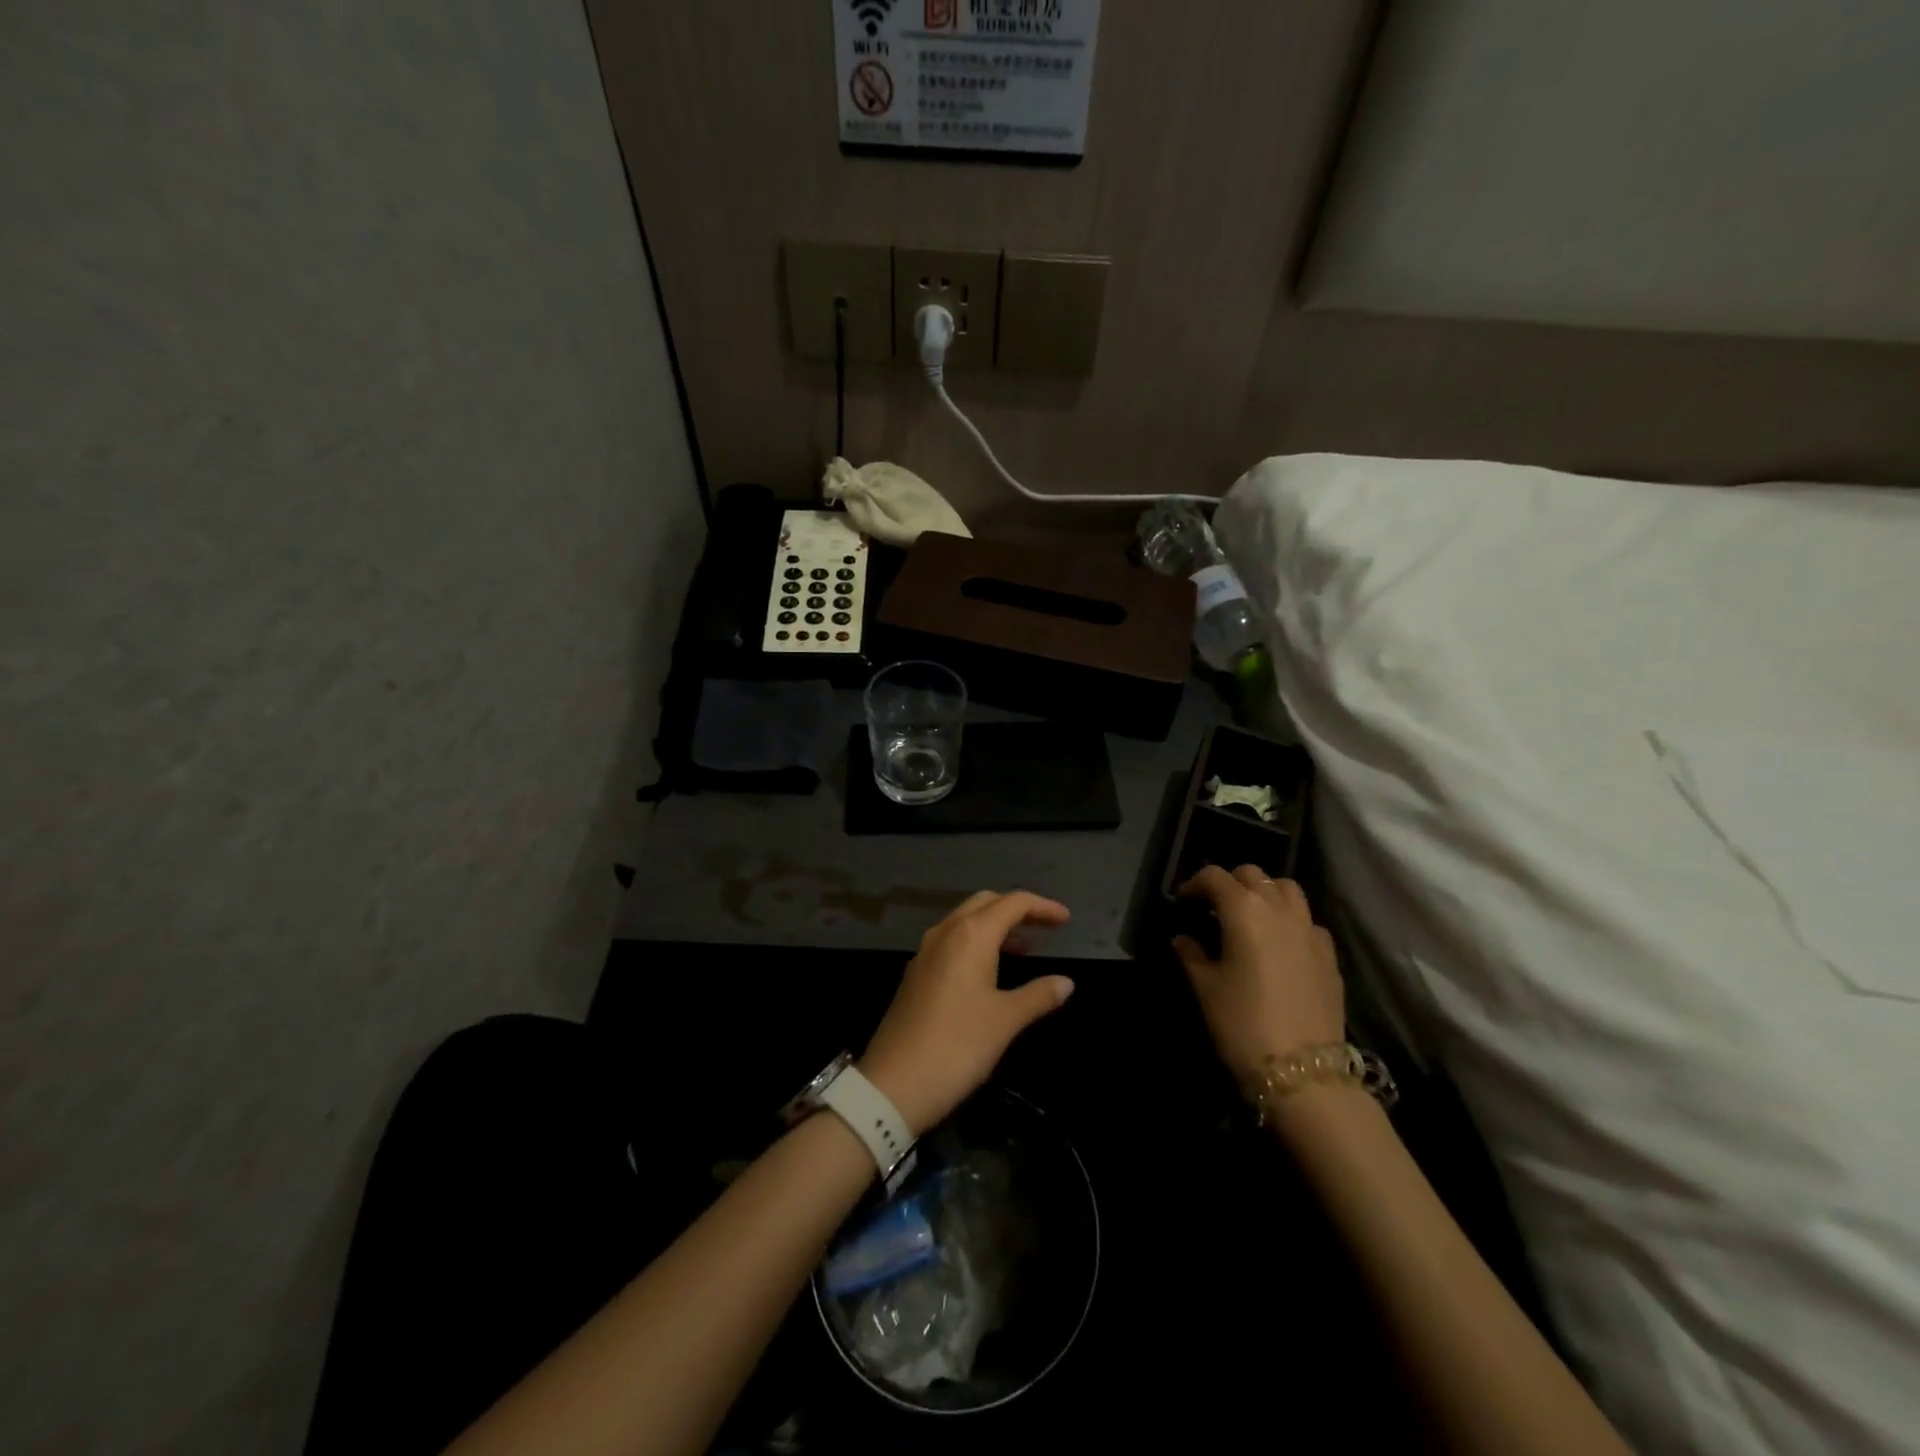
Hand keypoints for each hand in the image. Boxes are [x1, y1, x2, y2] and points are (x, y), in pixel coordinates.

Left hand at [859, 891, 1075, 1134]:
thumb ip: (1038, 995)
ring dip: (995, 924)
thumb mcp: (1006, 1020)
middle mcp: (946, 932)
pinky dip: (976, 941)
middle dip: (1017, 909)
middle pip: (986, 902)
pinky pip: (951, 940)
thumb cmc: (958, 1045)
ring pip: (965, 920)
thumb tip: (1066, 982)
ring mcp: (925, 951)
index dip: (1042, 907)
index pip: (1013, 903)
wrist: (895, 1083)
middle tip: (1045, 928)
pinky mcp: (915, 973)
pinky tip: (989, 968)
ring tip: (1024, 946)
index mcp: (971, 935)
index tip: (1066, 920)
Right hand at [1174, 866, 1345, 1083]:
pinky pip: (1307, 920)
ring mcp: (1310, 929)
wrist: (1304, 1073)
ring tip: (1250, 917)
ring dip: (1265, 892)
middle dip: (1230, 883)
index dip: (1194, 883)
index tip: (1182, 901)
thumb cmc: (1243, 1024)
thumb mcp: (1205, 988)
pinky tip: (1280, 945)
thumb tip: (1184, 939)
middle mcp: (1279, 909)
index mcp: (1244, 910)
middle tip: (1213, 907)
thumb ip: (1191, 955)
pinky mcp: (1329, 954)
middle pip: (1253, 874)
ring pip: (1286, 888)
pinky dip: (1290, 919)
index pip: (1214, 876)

----

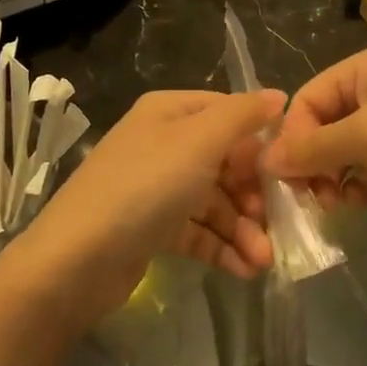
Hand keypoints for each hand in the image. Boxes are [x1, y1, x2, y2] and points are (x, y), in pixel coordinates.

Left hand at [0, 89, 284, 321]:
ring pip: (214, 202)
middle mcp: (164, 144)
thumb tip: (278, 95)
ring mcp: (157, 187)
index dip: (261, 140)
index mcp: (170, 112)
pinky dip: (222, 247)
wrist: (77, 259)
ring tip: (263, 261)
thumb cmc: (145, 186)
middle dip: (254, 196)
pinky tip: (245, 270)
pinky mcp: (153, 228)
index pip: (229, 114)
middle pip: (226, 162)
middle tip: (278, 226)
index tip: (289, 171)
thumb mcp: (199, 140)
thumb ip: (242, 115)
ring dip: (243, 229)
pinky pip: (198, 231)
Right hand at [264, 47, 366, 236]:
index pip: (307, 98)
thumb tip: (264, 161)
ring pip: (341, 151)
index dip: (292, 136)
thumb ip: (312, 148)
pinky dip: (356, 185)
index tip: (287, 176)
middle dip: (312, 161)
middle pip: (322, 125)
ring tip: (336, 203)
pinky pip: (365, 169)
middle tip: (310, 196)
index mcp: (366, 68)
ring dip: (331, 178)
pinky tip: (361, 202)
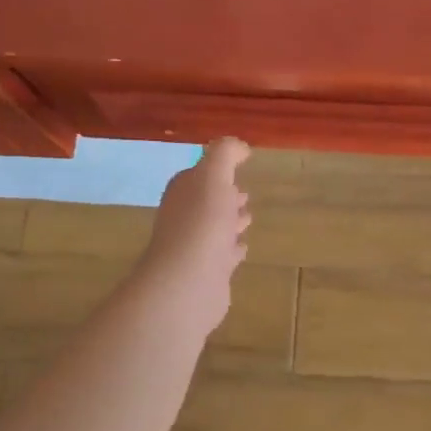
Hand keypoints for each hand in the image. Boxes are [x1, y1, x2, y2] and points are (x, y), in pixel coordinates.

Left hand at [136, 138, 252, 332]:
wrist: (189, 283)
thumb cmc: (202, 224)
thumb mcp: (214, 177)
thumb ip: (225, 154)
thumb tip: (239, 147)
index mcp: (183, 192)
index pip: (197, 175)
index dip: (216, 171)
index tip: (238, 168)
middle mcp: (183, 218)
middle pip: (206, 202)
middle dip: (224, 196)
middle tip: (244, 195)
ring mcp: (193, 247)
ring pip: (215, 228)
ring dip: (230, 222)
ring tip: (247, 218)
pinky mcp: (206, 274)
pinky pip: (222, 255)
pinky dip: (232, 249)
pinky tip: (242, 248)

----

Extract from the listing above the lines between the line containing "pinky pip: (951, 940)" and the line containing "index pip: (1214, 876)", keeping both of those lines. Output nothing else.

pinky pip: (951, 940)
thumb cmc: (958, 1045)
ring pip: (965, 920)
thumb tip: (1066, 982)
ring mcp: (925, 951)
index dip: (1042, 907)
index pip: (1013, 903)
wrist: (895, 1083)
middle tip: (1045, 928)
pinky mcp: (915, 973)
pinky tip: (989, 968)
ring tip: (1024, 946)
index mcp: (971, 935)
index tip: (1066, 920)
Right hand at [1174, 866, 1345, 1083]:
pinky pip: (1307, 920)
ring mcp: (1310, 929)
wrist: (1304, 1073)
ring tip: (1250, 917)
ring dip: (1265, 892)
middle dip: (1230, 883)
index dip: (1194, 883)
index tip: (1182, 901)
thumb cmc: (1243, 1024)
thumb mcp: (1205, 988)
pinky tip: (1280, 945)
thumb tip: (1184, 939)
middle mcp: (1279, 909)
index mcp: (1244, 910)
middle tip: (1213, 907)
thumb ip: (1191, 955)
pinky mcp: (1329, 954)
middle pip: (1253, 874)
ring pip: (1286, 888)
pinky dip: (1290, 919)
index pip: (1214, 876)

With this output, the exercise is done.